Amadas, estou fazendo as minhas malas para uma viagem rápida para Áustria, quando minhas amigas da academia me enviam um print do Twitter (atual X), quando a foto da deputada Júlia Zanatta, sentada num trono feito de cartuchos e fuzis, legendada como “Game of Santa Catarina”, caiu na timeline, muita gente achou que era montagem. Não era. A imagem foi publicada pela própria parlamentar, conhecida pela defesa ferrenha da pauta armamentista e por destinar verbas a clubes de tiro em Santa Catarina.
A cena já era polêmica sozinha, mas ganhou outro peso quando Oruam, um dos nomes mais quentes do trap nacional, resolveu comentar. O rapper repostou o clique e mandou a letra: “Se eu postar umas foto dessa é apologia ao crime.” Meus amores, em uma linha ele resumiu o clima no país: quando o jovem preto da favela fala de arma em música, é caso de polícia; quando a autoridade branca posa em trono de fuzil, vira marketing político e cosplay de série gringa. 
Não é de hoje que Oruam virou o menino-propaganda dessa cruzada moral.

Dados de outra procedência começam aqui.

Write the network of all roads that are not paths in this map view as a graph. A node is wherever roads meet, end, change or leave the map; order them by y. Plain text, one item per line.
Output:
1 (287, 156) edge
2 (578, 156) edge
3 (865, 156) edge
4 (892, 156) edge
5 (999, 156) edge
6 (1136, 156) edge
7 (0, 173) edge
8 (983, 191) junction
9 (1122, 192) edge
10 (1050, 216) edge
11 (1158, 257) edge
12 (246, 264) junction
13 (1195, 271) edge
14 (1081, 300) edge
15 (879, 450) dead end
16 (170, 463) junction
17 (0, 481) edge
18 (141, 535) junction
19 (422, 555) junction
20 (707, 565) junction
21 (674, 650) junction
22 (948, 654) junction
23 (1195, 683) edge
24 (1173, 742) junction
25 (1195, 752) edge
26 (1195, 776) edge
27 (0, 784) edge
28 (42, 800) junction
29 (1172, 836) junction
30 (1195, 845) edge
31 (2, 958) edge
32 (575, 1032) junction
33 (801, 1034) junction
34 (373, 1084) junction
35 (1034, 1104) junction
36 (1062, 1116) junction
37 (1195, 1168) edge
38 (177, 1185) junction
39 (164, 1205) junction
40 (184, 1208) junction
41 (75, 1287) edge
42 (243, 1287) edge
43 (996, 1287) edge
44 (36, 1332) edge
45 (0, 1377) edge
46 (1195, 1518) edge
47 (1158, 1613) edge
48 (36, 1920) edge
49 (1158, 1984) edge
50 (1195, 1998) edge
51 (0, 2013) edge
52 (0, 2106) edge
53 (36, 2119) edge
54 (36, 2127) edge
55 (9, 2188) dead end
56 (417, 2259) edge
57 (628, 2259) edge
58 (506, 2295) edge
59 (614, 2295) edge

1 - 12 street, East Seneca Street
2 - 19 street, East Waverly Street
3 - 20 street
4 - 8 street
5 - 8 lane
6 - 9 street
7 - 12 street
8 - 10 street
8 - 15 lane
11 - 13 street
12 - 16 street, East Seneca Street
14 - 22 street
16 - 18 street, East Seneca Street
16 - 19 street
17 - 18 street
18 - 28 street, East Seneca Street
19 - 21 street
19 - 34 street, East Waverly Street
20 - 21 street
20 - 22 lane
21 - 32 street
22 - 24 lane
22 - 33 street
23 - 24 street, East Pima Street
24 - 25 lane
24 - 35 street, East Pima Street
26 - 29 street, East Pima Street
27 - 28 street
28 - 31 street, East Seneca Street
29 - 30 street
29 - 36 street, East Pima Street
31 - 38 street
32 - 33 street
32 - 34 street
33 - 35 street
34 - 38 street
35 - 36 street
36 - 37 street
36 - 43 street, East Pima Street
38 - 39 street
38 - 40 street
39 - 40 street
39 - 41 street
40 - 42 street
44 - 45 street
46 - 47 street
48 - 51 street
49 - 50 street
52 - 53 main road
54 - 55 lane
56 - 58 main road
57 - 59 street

O nome dele batiza o famigerado projeto de lei “anti-Oruam”, que tenta barrar com dinheiro público artistas acusados de fazer “apologia ao crime” , uma onda que começou em São Paulo e já inspirou versões em outras cidades, sempre mirando funk, rap e trap.  Na prática, a lei mira a estética e a narrativa da periferia, enquanto fecha os olhos para outros gêneros que romantizam violência, corrupção e arma na mão sem serem carimbados como ameaça à família brasileira.
Do outro lado desse ringue simbólico está Júlia Zanatta, deputada federal do PL de Santa Catarina, aliada do bolsonarismo e defensora assumida do armamento como “símbolo de liberdade” discurso que ela reforça em discursos, lives, fotos em estandes de tiro e agora neste trono de munições digno de série medieval.  Na legenda, a brincadeira com Game of Thrones; na imagem, várias armas longas apontadas para cima atrás da parlamentar com coroa de flores na cabeça, como se violência fosse apenas um figurino estiloso.

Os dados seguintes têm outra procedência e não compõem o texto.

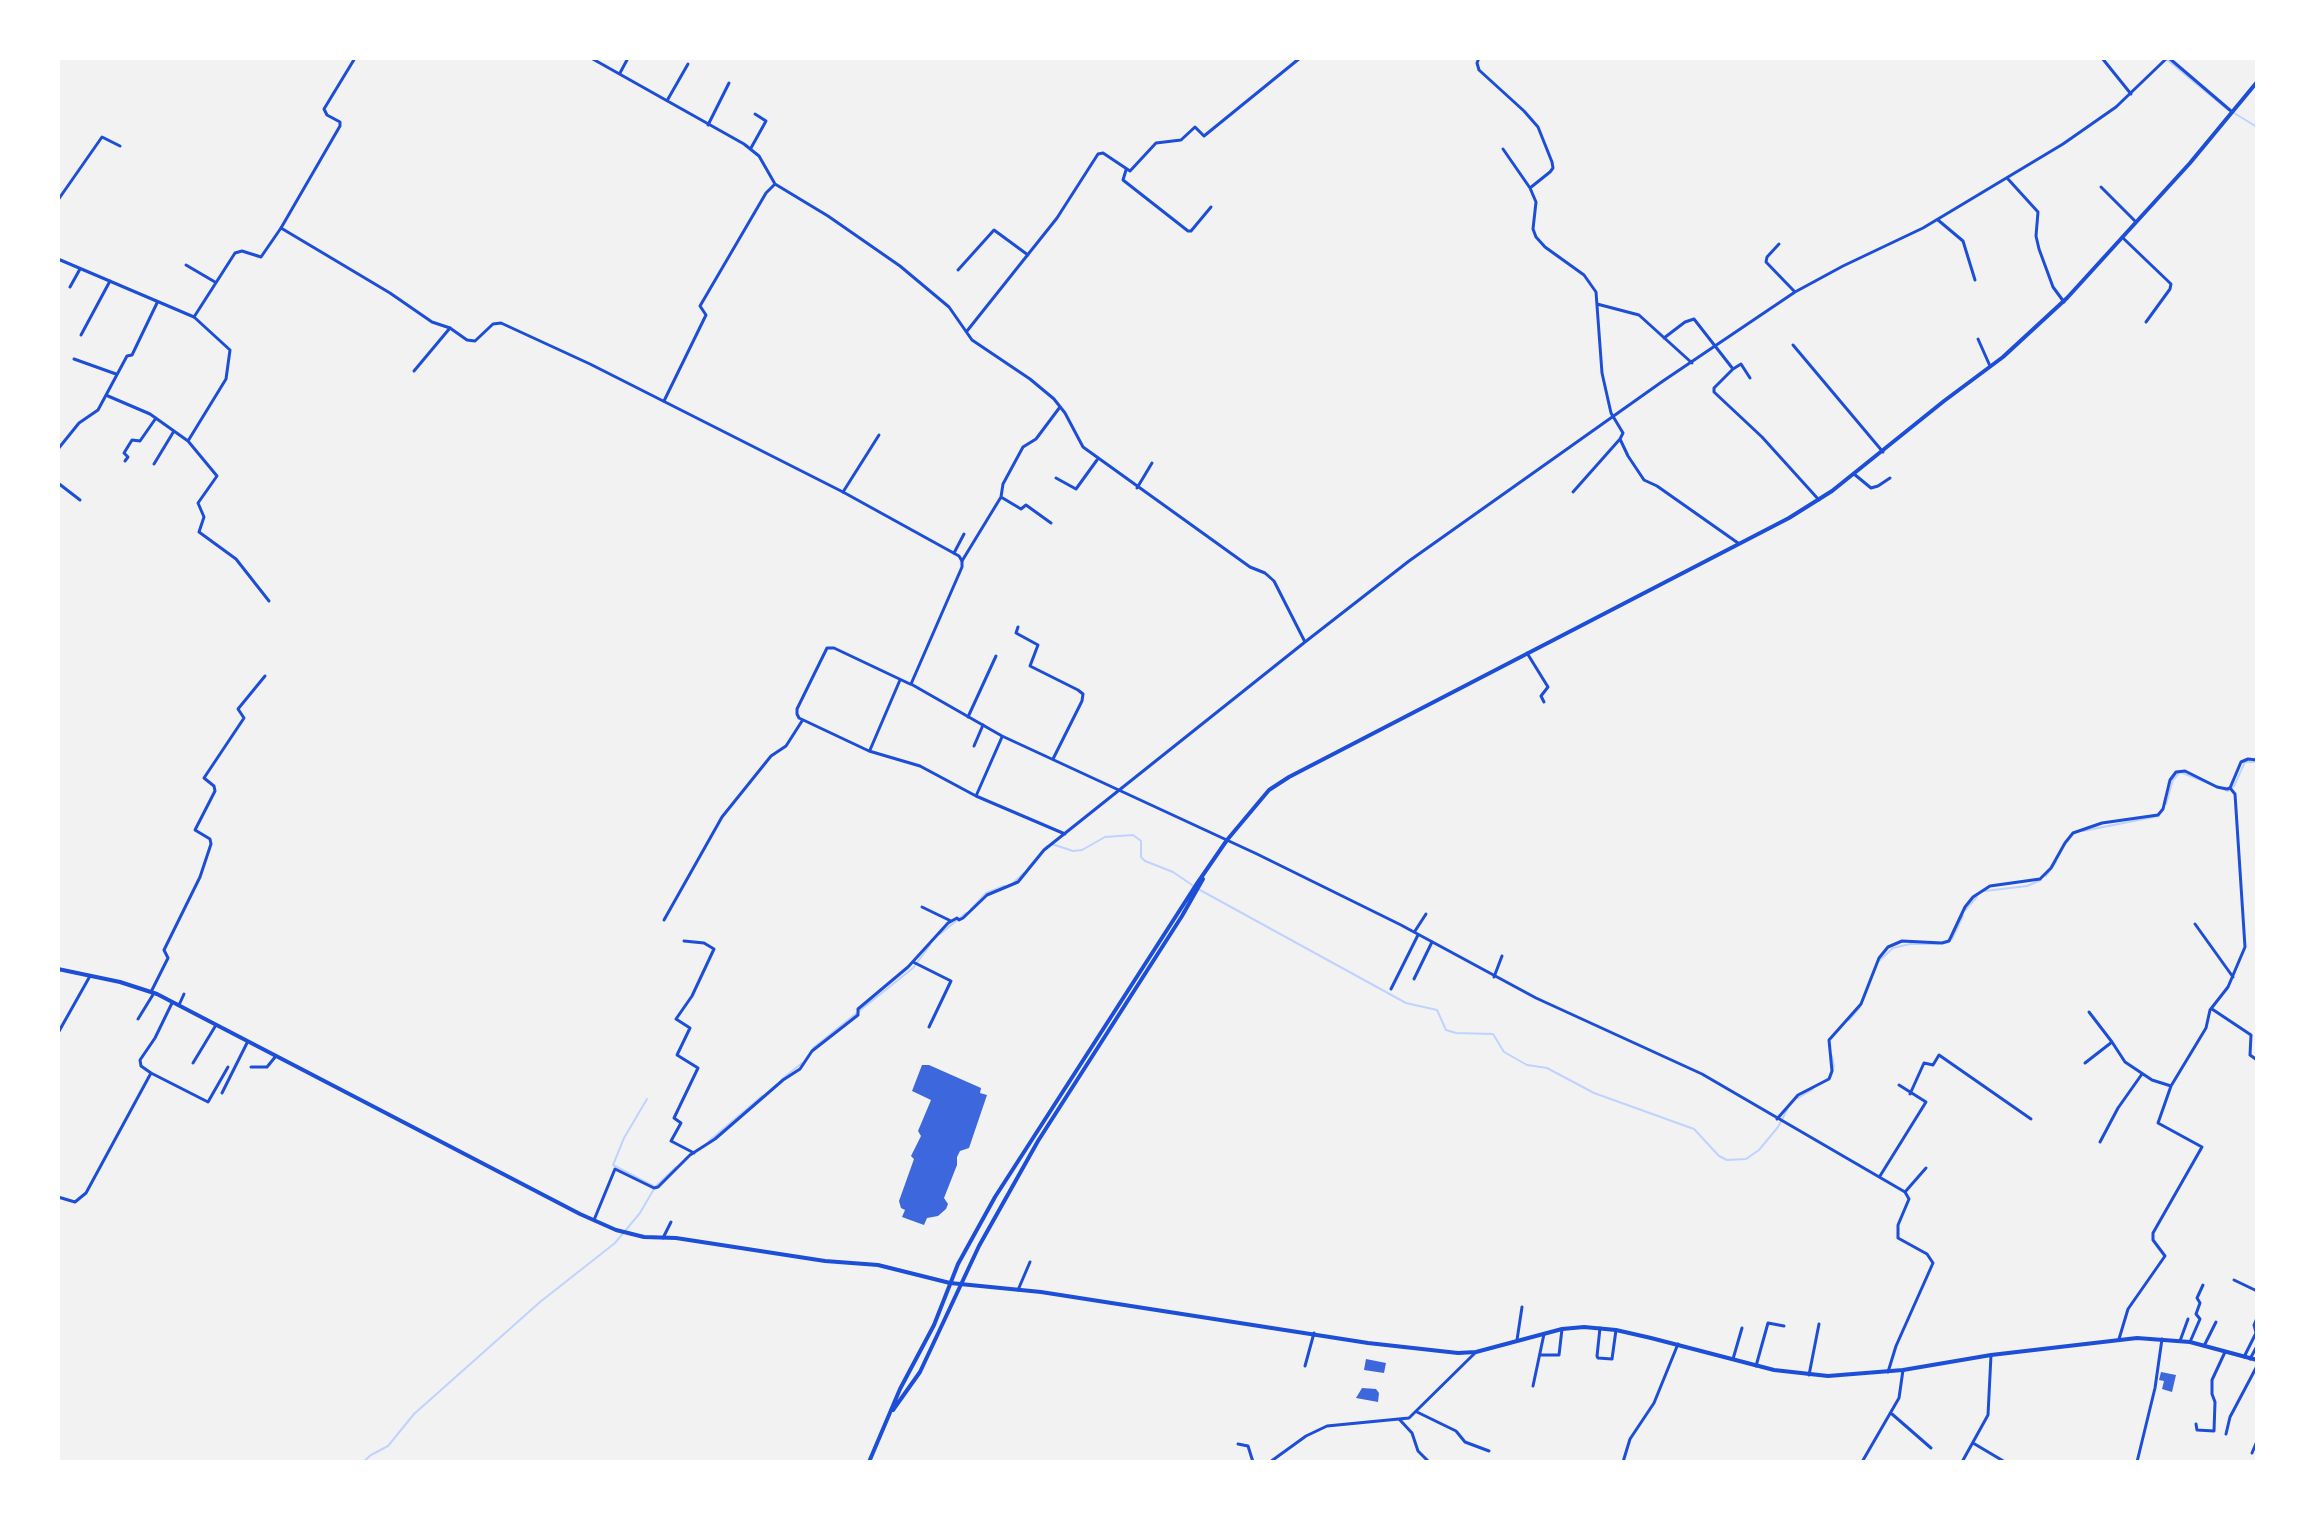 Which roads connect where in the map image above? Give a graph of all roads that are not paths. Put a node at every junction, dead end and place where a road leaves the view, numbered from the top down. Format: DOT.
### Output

É aí que o comentário de Oruam acerta em cheio. Se um artista periférico sobe no palco com camisa estampando o rosto do pai preso, canta a realidade da quebrada e fala de facção, vem logo rótulo de “apologia” e projeto de lei com o nome dele. Quando uma deputada posa rodeada de fuzis para marcar território numa disputa interna pelo Senado, a conversa vira “liberdade de expressão”, “tradição” e “direito à legítima defesa”. Meus anjos, não é só sobre uma foto feia: é sobre quem tem o privilégio de brincar com o imaginário da violência e de transformar bala em adereço de campanha. 
A publicação de Oruam não é só shade; é denúncia. Ele aponta o abismo entre a forma como o Estado enxerga a cultura da periferia e como trata seus próprios representantes quando flertam com o mesmo imaginário. Se é pra discutir “apologia ao crime”, a pergunta que fica, em alto e bom som, é a que o próprio rapper lançou: quem pode sentar no trono de fuzis sem ser enquadrado e quem é arrastado pro banco dos réus só por cantar o que vive?